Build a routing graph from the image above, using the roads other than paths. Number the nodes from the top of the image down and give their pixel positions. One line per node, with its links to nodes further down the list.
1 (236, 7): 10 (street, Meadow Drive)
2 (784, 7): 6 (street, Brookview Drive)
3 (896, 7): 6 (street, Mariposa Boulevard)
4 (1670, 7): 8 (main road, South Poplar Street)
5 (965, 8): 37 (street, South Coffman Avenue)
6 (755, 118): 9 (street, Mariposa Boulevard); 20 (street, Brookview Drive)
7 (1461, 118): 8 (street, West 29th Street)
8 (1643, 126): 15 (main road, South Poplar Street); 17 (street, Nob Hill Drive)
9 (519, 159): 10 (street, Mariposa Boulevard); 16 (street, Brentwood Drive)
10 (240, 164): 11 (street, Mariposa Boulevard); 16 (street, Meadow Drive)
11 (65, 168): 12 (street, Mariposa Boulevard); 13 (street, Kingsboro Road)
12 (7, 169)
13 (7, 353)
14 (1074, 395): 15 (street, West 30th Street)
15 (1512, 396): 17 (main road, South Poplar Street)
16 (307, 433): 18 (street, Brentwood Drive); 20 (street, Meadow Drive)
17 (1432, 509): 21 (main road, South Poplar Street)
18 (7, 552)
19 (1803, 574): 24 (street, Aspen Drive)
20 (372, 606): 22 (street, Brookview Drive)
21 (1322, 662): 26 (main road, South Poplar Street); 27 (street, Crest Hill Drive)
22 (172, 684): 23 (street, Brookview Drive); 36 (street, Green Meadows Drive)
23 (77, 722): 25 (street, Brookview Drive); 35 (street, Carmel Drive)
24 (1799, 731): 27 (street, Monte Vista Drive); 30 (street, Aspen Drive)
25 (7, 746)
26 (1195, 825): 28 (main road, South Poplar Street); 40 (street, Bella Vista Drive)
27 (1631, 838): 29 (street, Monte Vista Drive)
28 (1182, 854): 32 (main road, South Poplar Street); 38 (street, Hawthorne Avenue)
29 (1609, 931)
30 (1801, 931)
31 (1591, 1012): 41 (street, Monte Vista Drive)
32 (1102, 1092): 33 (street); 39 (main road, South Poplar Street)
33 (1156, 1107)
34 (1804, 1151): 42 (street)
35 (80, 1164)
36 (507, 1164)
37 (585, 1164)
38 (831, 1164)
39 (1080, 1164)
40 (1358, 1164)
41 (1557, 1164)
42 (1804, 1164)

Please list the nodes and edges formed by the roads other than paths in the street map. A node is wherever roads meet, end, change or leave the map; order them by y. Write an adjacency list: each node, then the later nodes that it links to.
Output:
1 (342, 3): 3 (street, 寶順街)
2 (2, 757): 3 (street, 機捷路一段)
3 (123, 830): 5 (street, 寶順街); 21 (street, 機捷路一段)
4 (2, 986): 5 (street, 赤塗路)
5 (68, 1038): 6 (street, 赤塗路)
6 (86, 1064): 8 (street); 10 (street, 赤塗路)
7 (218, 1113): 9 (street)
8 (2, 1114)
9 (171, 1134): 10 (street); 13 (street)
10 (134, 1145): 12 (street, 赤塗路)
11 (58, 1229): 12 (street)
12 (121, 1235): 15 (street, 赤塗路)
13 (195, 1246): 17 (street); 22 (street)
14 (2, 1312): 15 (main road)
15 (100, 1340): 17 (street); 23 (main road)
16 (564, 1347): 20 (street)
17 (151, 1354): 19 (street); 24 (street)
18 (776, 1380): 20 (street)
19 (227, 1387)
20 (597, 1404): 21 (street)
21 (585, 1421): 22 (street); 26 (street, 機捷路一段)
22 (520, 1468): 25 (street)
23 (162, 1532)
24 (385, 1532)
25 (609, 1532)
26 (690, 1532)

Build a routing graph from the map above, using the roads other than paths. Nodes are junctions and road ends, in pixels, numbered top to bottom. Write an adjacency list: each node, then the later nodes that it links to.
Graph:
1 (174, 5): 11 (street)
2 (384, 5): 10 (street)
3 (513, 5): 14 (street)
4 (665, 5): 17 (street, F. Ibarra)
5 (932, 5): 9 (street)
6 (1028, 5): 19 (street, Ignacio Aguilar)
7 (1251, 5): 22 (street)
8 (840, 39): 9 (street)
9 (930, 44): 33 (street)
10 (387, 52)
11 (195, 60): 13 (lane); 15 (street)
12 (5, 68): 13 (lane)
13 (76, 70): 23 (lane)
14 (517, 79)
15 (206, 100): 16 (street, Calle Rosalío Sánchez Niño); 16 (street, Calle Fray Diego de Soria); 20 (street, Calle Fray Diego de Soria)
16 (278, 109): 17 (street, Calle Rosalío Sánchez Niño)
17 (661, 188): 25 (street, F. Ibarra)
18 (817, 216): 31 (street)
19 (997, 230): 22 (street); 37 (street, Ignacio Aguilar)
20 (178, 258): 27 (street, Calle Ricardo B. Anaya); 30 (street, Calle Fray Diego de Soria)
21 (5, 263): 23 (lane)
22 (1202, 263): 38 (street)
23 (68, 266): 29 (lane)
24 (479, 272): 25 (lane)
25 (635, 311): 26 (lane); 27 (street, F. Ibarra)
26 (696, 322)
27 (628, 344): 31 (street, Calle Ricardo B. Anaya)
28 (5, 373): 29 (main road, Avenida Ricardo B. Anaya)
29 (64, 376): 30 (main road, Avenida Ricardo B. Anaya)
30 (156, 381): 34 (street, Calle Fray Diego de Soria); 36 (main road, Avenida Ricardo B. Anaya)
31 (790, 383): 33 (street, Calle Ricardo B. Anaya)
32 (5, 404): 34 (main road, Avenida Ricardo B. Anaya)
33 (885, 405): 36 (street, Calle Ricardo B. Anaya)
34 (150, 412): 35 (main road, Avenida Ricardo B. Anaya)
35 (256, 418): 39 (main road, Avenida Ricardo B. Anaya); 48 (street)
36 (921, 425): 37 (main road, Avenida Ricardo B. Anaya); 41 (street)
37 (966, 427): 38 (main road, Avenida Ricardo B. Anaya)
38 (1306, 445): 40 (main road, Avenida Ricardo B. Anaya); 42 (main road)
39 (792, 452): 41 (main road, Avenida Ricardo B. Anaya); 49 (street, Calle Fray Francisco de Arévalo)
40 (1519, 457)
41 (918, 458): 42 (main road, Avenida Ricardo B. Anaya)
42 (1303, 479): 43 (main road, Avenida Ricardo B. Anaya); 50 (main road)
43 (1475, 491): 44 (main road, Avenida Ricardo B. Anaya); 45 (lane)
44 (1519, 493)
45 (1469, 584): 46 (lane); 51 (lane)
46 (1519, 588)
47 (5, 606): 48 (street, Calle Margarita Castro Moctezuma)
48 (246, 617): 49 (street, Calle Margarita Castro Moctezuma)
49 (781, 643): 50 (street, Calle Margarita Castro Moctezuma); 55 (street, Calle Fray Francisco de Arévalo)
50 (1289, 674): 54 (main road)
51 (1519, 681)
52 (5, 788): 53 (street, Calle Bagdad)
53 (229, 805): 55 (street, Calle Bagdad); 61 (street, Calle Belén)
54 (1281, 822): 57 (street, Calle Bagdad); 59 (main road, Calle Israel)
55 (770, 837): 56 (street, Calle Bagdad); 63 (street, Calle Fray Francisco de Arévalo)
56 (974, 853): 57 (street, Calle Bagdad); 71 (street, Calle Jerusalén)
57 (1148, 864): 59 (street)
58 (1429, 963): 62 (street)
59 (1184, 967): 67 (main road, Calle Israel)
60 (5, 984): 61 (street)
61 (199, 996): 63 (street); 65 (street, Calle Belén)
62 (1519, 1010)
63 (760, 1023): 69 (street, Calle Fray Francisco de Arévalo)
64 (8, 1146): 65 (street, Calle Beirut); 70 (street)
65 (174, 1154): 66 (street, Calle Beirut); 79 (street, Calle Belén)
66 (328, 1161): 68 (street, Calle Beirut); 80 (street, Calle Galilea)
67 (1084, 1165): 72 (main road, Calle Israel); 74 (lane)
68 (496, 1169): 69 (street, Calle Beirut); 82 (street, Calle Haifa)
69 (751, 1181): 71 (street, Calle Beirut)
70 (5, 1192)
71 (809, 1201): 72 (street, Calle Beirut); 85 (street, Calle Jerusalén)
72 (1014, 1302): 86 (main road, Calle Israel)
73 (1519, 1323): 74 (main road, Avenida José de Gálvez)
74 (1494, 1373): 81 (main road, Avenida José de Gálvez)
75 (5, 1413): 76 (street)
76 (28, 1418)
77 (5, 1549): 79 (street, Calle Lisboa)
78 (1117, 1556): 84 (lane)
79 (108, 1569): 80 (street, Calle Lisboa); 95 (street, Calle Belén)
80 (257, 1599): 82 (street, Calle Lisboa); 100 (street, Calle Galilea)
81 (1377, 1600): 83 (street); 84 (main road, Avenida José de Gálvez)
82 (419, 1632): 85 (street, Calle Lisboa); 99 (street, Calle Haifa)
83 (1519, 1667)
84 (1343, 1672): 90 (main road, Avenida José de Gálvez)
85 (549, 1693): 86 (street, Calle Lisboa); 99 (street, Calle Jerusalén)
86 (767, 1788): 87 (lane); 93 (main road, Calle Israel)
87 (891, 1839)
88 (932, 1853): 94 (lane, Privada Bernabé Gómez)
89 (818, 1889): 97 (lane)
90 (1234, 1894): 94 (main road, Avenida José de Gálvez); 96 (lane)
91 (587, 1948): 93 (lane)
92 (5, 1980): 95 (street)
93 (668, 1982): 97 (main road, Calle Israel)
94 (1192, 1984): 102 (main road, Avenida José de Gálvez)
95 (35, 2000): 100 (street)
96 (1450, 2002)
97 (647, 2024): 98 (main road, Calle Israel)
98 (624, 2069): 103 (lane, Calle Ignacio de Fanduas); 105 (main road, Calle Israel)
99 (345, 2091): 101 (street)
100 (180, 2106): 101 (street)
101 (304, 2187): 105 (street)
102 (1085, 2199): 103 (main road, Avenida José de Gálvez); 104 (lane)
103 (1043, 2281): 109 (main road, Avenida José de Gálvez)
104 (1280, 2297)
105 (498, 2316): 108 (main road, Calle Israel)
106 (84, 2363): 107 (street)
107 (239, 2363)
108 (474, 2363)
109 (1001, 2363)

******************************

* WHAT THE EXERCISE ASKS: Write out every line in the data that holds the string "South".

* ANSWER:
4 (1670, 7): 8 (main road, South Poplar Street)
5 (965, 8): 37 (street, South Coffman Avenue)
8 (1643, 126): 15 (main road, South Poplar Street); 17 (street, Nob Hill Drive)
15 (1512, 396): 17 (main road, South Poplar Street)
17 (1432, 509): 21 (main road, South Poplar Street)
21 (1322, 662): 26 (main road, South Poplar Street); 27 (street, Crest Hill Drive)
26 (1195, 825): 28 (main road, South Poplar Street); 40 (street, Bella Vista Drive)
28 (1182, 854): 32 (main road, South Poplar Street); 38 (street, Hawthorne Avenue)
32 (1102, 1092): 33 (street); 39 (main road, South Poplar Street)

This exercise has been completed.